> _How to complete this task_
Each line below is to be repeated exactly; any picture is to be left out.
Given data Start Marker
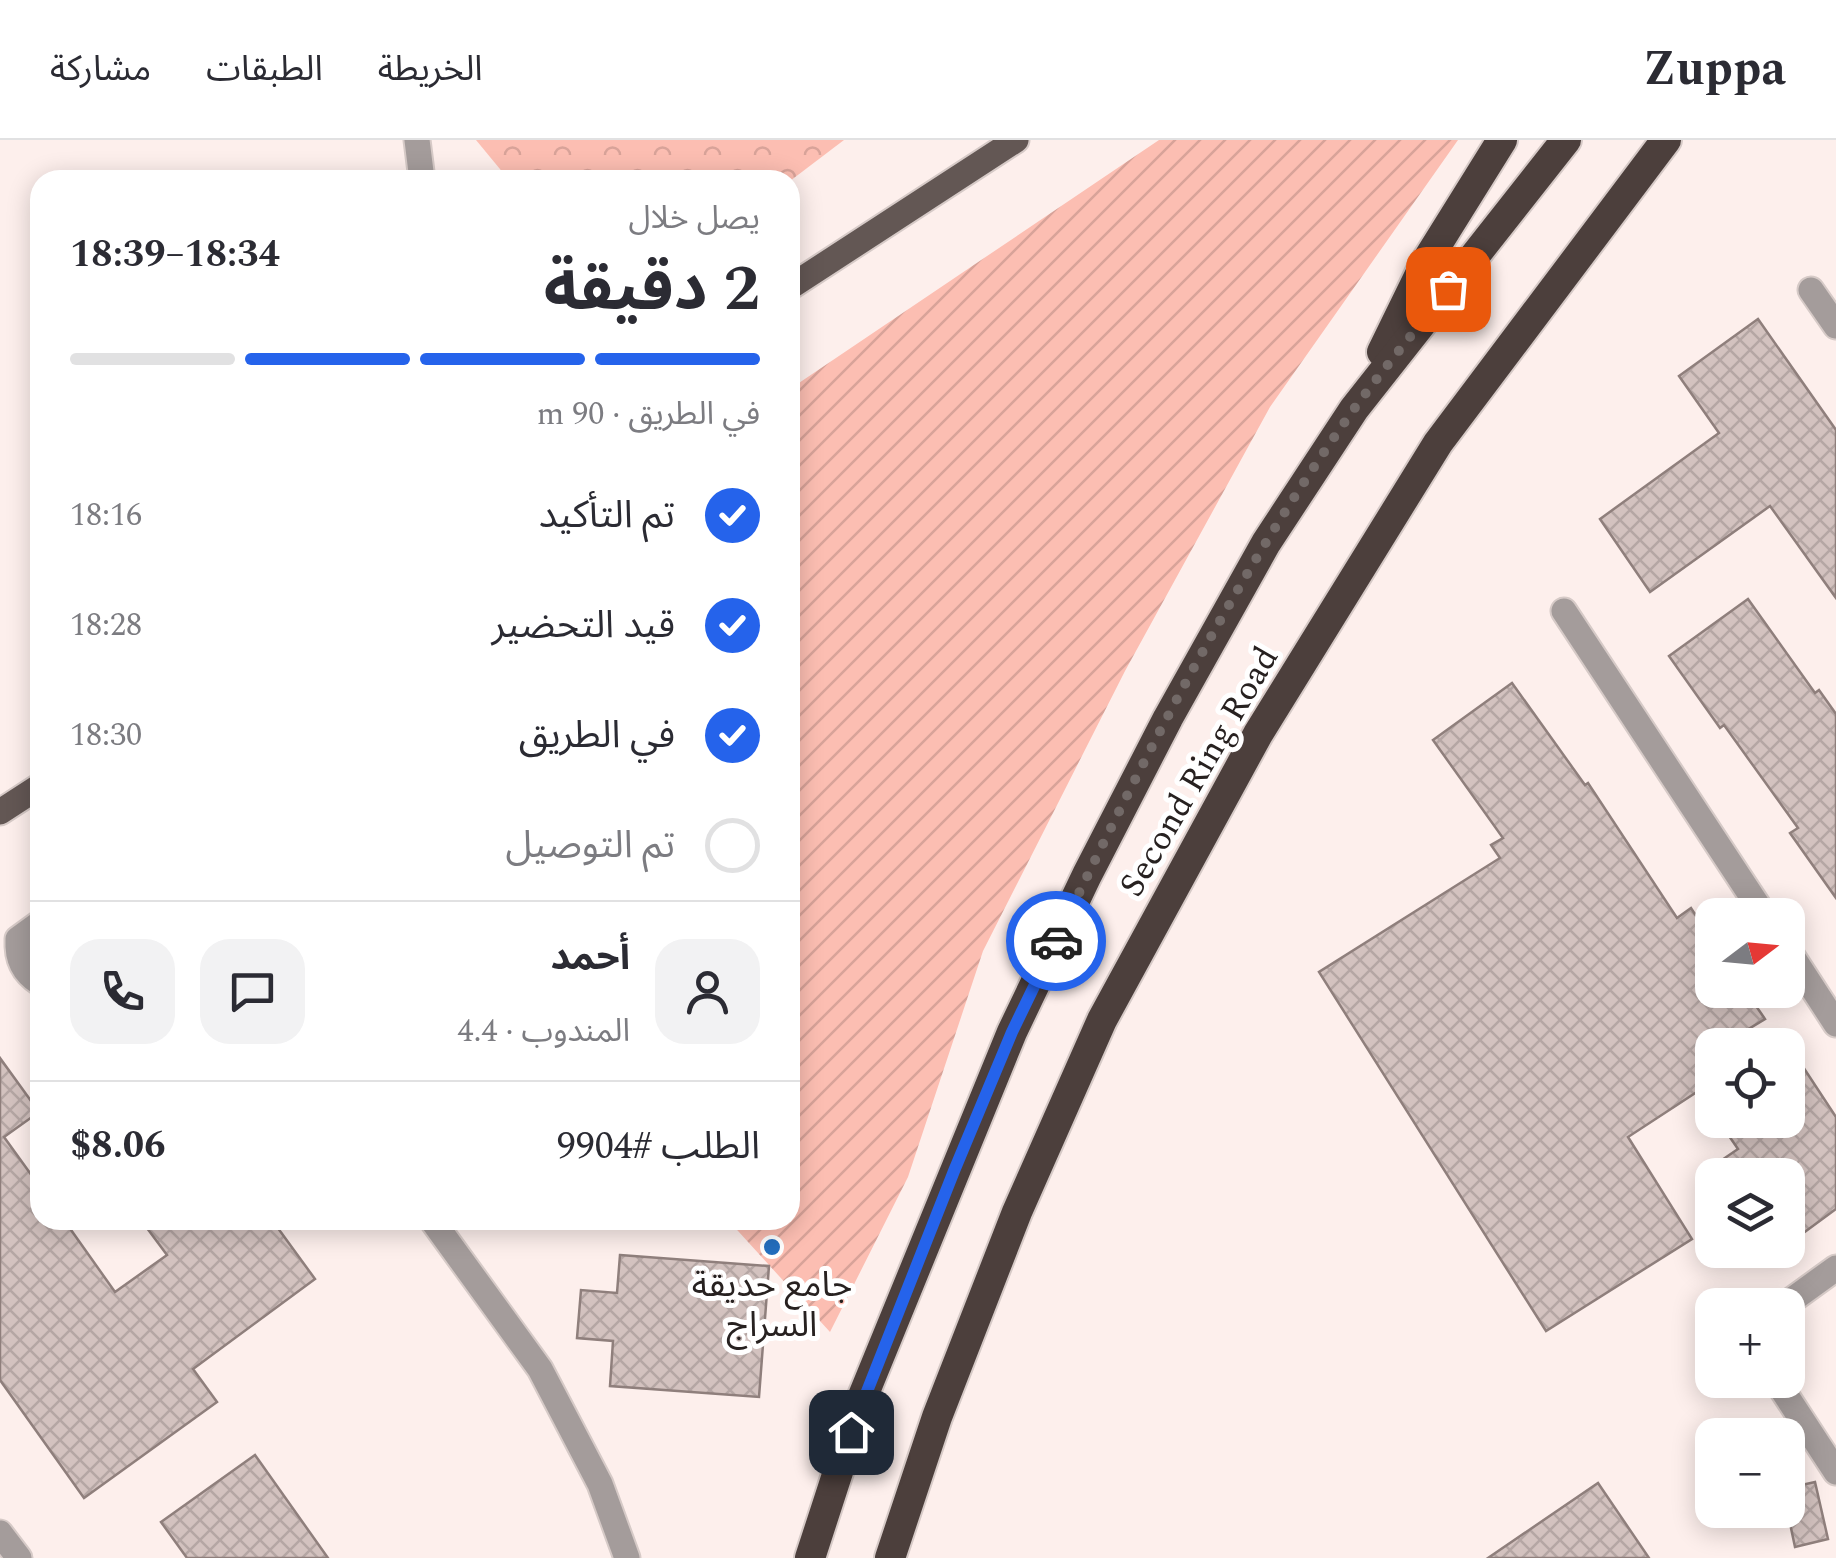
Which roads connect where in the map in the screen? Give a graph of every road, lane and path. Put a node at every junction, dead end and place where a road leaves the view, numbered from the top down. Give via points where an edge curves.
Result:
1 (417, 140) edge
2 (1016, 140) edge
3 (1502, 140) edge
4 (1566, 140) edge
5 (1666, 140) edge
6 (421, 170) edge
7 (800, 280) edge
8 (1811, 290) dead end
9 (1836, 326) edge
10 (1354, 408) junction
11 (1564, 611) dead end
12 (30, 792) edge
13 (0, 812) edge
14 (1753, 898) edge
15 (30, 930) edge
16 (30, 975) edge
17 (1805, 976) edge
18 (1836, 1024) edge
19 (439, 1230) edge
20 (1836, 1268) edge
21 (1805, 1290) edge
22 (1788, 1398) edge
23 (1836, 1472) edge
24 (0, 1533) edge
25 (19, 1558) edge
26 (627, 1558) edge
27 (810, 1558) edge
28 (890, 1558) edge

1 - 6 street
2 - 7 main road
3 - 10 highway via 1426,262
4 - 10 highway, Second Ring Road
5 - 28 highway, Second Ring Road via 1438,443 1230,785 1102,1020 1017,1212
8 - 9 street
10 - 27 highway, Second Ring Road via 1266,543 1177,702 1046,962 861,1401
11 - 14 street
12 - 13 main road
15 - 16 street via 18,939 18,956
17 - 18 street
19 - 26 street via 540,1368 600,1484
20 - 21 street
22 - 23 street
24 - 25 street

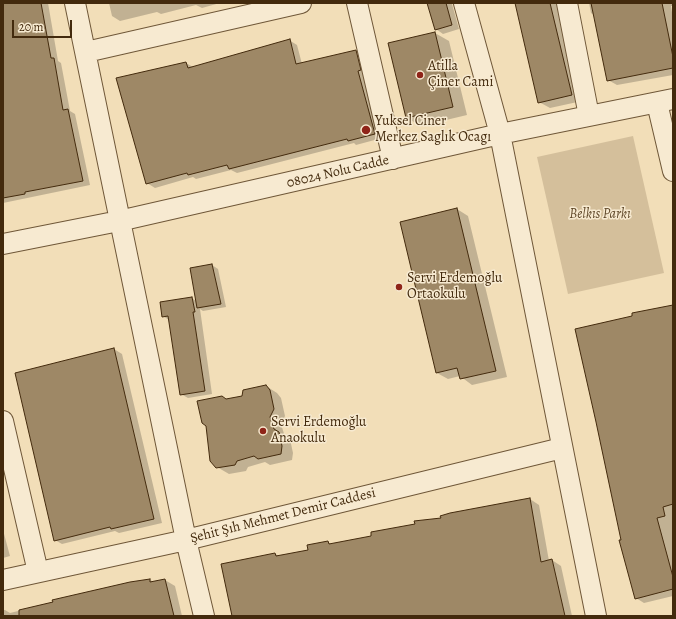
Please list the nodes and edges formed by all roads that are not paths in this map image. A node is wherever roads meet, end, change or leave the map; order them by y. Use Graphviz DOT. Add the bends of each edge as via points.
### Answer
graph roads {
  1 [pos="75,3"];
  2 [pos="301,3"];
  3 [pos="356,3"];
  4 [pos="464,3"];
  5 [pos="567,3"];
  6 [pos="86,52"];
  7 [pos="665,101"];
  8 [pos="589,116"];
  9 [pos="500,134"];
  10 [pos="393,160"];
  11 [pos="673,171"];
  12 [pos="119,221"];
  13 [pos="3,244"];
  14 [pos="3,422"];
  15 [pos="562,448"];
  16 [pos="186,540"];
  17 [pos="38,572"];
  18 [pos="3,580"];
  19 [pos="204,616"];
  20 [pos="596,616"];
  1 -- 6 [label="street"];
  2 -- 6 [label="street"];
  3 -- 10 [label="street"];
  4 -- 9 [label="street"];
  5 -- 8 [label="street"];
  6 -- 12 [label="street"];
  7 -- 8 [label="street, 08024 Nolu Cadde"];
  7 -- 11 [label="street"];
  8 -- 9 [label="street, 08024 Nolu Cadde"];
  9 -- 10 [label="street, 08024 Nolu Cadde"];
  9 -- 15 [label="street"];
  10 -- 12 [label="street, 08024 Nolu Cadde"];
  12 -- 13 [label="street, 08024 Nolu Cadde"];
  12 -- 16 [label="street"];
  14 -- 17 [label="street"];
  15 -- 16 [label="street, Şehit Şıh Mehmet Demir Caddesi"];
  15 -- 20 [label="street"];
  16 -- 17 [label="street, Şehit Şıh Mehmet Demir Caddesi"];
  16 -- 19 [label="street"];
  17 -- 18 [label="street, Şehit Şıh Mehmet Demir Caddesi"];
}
Given data End Marker
> _Exercise solution_
Which roads connect where in the map in the screen? Give a graph of every road, lane and path. Put a node at every junction, dead end and place where a road leaves the view, numbered from the top down. Give via points where an edge curves.
Result:
1 (417, 140) edge
2 (1016, 140) edge
3 (1502, 140) edge
4 (1566, 140) edge
5 (1666, 140) edge
6 (421, 170) edge
7 (800, 280) edge
8 (1811, 290) dead end
9 (1836, 326) edge
10 (1354, 408) junction
11 (1564, 611) dead end
12 (30, 792) edge
13 (0, 812) edge
14 (1753, 898) edge
15 (30, 930) edge
16 (30, 975) edge
17 (1805, 976) edge
18 (1836, 1024) edge
19 (439, 1230) edge
20 (1836, 1268) edge
21 (1805, 1290) edge
22 (1788, 1398) edge
23 (1836, 1472) edge
24 (0, 1533) edge
25 (19, 1558) edge
26 (627, 1558) edge
27 (810, 1558) edge
28 (890, 1558) edge

1 - 6 street
2 - 7 main road
3 - 10 highway via 1426,262
4 - 10 highway, Second Ring Road
5 - 28 highway, Second Ring Road via 1438,443 1230,785 1102,1020 1017,1212
8 - 9 street
10 - 27 highway, Second Ring Road via 1266,543 1177,702 1046,962 861,1401
11 - 14 street
12 - 13 main road
15 - 16 street via 18,939 18,956
17 - 18 street
19 - 26 street via 540,1368 600,1484
20 - 21 street
22 - 23 street
24 - 25 street

Please list the nodes and edges formed by all roads that are not paths in this map image. A node is wherever roads meet, end, change or leave the map; order them by y. Use Graphviz DOT. Add the bends of each edge as via points.
### Answer
graph roads {
  1 [pos="75,3"];
  2 [pos="301,3"];
  3 [pos="356,3"];
  4 [pos="464,3"];
  5 [pos="567,3"];
  6 [pos="86,52"];
  7 [pos="665,101"];
  8 [pos="589,116"];
  9 [pos="500,134"];
  10 [pos="393,160"];
  11 [pos="673,171"];
  12 [pos="119,221"];
  13 [pos="3,244"];
  14 [pos="3,422"];
  15 [pos="562,448"];
  16 [pos="186,540"];
  17 [pos="38,572"];
  18 [pos="3,580"];
  19 [pos="204,616"];
  20 [pos="596,616"];
  1 -- 6 [label="street"];
  2 -- 6 [label="street"];
  3 -- 10 [label="street"];
  4 -- 9 [label="street"];
  5 -- 8 [label="street"];
  6 -- 12 [label="street"];
  7 -- 8 [label="street, 08024 Nolu Cadde"];
  7 -- 11 [label="street"];
  8 -- 9 [label="street, 08024 Nolu Cadde"];
  9 -- 10 [label="street, 08024 Nolu Cadde"];
  9 -- 15 [label="street"];
  10 -- 12 [label="street, 08024 Nolu Cadde"];
  12 -- 13 [label="street, 08024 Nolu Cadde"];
  12 -- 16 [label="street"];
  14 -- 17 [label="street"];
  15 -- 16 [label="street, Şehit Şıh Mehmet Demir Caddesi"];
  15 -- 20 [label="street"];
  16 -- 17 [label="street, Şehit Şıh Mehmet Demir Caddesi"];
  16 -- 19 [label="street"];
  17 -- 18 [label="street, Şehit Şıh Mehmet Demir Caddesi"];
}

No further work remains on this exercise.